(MATERIAL FOR THIS TASK)
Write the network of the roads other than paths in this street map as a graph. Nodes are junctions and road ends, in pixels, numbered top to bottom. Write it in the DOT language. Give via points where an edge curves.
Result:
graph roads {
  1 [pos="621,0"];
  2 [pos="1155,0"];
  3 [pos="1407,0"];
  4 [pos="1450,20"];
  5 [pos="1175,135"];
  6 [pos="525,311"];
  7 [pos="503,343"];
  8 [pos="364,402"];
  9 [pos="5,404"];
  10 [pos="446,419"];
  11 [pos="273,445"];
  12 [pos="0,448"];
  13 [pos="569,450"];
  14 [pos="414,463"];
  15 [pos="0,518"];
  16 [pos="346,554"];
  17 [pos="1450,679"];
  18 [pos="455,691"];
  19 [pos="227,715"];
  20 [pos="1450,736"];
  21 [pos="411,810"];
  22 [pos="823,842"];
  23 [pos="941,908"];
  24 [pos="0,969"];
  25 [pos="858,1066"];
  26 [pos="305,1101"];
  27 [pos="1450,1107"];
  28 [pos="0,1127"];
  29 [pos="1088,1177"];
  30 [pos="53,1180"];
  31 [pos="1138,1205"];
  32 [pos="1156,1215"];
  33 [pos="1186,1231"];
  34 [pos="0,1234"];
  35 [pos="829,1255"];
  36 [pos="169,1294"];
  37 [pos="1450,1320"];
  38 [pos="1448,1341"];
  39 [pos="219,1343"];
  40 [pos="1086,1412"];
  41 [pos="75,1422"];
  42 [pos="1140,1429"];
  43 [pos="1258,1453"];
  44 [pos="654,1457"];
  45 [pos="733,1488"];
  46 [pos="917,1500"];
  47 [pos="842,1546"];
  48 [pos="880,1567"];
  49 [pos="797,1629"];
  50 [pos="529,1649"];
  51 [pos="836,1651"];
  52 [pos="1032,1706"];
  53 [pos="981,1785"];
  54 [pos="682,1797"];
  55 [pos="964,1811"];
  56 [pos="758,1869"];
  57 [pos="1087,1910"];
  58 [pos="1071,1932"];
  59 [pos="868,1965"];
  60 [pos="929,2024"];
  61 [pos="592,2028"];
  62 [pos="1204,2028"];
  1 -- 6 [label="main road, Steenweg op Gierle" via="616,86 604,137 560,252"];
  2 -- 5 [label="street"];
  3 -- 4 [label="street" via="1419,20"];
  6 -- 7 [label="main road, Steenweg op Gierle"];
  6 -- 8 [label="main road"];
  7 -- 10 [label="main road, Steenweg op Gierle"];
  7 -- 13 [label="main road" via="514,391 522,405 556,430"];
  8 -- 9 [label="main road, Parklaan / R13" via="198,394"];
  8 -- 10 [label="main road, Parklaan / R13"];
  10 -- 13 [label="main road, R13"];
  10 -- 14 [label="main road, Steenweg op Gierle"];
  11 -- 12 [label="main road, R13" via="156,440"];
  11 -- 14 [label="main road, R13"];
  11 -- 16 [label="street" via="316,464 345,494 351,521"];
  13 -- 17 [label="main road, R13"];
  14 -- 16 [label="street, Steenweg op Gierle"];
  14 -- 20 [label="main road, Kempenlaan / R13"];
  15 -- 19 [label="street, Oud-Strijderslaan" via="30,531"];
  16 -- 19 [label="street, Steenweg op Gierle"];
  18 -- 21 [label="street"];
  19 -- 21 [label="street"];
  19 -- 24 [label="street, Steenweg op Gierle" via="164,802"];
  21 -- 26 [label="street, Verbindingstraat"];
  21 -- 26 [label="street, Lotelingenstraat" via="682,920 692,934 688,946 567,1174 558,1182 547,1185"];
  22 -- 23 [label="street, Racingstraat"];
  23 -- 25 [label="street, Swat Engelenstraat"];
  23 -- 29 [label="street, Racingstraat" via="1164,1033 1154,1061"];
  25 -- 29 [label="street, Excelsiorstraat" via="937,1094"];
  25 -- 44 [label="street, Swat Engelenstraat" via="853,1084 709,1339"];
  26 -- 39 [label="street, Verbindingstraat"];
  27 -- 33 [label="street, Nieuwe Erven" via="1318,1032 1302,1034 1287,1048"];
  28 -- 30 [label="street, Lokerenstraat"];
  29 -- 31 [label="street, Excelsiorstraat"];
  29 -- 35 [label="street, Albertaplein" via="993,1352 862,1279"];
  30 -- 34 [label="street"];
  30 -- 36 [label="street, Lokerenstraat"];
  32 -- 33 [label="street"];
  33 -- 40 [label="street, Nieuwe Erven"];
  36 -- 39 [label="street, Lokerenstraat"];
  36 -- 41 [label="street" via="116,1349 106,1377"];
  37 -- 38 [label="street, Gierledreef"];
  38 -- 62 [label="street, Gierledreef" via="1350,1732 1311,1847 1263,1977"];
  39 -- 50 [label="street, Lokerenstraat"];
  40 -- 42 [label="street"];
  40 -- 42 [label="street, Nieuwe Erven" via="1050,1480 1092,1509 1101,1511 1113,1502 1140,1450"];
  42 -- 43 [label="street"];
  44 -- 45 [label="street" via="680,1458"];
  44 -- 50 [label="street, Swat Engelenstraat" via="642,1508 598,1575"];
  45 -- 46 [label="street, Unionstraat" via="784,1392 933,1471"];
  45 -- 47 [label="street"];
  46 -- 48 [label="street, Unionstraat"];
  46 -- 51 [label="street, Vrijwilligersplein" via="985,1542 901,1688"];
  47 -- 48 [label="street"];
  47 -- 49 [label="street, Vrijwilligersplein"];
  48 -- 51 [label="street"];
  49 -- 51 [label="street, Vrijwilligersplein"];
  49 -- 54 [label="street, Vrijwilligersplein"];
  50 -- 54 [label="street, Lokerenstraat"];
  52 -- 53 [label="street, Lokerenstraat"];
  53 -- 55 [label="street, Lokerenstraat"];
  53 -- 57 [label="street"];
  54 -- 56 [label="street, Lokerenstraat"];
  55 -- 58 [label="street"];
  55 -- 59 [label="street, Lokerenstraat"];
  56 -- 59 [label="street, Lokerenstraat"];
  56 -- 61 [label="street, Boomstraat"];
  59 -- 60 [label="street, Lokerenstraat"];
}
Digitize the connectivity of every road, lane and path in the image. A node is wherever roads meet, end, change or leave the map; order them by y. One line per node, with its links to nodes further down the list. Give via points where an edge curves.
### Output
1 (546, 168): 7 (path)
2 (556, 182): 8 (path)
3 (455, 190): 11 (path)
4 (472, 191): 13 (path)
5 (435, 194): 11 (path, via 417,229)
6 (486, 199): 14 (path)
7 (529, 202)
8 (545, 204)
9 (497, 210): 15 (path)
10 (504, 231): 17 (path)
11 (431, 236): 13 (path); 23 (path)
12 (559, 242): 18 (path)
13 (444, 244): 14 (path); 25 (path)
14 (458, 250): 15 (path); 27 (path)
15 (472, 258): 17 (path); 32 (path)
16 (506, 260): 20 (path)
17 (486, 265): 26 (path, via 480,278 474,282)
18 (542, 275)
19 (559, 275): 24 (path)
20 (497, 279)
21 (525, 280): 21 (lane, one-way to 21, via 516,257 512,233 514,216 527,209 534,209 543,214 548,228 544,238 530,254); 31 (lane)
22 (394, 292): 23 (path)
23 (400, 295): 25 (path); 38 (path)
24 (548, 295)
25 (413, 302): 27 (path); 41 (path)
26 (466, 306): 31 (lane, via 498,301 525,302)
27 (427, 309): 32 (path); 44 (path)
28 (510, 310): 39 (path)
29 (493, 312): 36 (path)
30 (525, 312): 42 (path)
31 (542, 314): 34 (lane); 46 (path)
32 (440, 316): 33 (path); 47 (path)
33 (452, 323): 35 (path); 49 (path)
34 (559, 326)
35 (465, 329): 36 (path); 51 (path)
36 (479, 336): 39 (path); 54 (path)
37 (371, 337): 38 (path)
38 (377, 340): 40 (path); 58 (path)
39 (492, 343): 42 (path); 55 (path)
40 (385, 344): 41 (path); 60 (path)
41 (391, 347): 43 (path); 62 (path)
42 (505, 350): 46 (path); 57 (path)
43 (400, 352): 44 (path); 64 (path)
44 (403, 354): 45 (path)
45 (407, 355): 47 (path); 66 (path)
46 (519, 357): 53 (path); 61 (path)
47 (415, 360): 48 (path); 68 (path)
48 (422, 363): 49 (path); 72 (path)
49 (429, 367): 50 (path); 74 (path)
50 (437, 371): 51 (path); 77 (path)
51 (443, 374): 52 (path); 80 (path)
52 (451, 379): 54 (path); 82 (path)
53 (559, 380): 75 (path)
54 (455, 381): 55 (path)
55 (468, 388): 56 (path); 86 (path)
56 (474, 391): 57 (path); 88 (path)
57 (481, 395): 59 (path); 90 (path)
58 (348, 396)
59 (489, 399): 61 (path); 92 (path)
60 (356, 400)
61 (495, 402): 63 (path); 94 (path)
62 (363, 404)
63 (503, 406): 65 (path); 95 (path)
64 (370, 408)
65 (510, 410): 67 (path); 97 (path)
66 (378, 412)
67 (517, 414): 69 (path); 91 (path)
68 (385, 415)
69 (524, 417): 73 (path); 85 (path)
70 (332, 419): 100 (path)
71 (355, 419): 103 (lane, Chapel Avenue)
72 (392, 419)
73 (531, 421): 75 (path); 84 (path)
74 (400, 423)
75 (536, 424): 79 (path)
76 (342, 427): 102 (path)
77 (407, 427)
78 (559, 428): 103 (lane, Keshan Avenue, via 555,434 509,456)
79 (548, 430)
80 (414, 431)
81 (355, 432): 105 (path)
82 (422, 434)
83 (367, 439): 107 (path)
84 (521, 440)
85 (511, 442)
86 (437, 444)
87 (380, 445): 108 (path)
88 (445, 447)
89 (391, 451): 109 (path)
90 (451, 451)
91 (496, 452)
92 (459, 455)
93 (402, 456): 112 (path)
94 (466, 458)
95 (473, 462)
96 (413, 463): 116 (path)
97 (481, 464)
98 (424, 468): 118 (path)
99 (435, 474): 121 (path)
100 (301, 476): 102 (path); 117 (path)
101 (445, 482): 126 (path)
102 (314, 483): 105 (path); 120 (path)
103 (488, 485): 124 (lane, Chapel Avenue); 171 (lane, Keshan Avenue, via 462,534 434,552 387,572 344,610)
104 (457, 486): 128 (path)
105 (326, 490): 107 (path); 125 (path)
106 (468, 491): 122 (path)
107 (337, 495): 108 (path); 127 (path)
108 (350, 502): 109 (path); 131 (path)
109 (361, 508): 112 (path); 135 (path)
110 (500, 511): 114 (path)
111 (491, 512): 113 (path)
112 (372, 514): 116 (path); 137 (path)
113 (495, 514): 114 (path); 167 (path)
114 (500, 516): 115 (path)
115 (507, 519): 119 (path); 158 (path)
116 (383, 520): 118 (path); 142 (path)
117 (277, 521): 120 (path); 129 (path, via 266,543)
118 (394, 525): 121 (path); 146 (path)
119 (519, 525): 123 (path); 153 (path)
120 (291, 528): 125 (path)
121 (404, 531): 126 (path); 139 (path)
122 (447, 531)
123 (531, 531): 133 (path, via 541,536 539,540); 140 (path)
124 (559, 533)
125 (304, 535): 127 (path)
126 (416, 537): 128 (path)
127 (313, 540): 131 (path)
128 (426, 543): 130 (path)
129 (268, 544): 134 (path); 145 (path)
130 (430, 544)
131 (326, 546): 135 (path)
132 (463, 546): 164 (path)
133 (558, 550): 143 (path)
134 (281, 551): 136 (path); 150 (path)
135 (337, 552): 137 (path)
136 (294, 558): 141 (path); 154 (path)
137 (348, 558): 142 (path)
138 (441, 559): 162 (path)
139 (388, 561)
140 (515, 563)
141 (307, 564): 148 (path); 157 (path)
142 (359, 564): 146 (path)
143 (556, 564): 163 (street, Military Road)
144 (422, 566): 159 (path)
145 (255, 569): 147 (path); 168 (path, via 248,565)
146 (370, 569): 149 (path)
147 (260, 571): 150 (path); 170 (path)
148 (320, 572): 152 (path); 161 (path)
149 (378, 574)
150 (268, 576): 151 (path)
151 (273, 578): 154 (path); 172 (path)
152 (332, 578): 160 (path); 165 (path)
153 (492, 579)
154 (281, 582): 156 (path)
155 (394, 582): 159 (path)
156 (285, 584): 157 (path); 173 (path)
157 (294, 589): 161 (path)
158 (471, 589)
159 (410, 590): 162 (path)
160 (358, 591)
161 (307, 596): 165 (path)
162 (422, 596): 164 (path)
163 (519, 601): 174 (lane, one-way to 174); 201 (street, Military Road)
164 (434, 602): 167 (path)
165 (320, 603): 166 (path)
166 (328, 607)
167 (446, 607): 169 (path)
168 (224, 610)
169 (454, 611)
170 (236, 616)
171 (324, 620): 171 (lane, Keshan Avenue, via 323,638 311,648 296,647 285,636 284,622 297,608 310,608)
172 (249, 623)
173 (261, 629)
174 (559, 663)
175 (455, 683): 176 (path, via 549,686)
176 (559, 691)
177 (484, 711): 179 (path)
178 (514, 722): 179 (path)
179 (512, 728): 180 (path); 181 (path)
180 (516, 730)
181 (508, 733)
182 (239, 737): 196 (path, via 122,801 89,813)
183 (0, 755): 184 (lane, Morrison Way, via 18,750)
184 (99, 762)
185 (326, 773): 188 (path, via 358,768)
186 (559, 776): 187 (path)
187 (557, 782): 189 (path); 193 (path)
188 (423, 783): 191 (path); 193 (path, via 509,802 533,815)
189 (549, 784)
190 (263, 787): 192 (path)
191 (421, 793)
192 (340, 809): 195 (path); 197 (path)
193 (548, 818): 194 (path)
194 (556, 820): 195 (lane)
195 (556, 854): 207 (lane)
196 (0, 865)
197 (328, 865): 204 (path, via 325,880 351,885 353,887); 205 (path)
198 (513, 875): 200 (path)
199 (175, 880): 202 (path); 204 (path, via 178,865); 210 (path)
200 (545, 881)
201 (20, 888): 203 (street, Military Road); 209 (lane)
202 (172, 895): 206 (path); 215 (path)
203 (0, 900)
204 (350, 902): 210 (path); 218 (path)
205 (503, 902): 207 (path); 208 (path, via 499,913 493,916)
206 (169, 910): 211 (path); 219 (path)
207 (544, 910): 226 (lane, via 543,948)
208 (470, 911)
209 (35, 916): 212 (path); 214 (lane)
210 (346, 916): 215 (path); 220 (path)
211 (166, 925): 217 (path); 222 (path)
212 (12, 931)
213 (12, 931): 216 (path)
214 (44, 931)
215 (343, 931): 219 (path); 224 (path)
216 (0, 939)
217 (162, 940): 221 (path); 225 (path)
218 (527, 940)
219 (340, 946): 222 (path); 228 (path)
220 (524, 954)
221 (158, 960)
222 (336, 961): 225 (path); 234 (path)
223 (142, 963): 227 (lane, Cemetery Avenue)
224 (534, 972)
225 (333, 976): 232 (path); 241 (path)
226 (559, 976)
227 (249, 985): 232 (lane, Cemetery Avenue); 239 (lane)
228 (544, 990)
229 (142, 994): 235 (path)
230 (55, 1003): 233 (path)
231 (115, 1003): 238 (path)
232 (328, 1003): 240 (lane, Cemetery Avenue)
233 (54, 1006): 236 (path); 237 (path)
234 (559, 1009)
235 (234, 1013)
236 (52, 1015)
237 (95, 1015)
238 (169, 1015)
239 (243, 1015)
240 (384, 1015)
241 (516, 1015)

(REQUIREMENT)
Filter on the word "Give": copy each matching line from the entries above.

(RESULT FOR THIS EXERCISE)
Write the network of the roads other than paths in this street map as a graph. Nodes are junctions and road ends, in pixels, numbered top to bottom. Write it in the DOT language. Give via points where an edge curves.
Digitize the connectivity of every road, lane and path in the image. A node is wherever roads meet, end, change or leave the map; order them by y. One line per node, with its links to nodes further down the list. Give via points where an edge curves.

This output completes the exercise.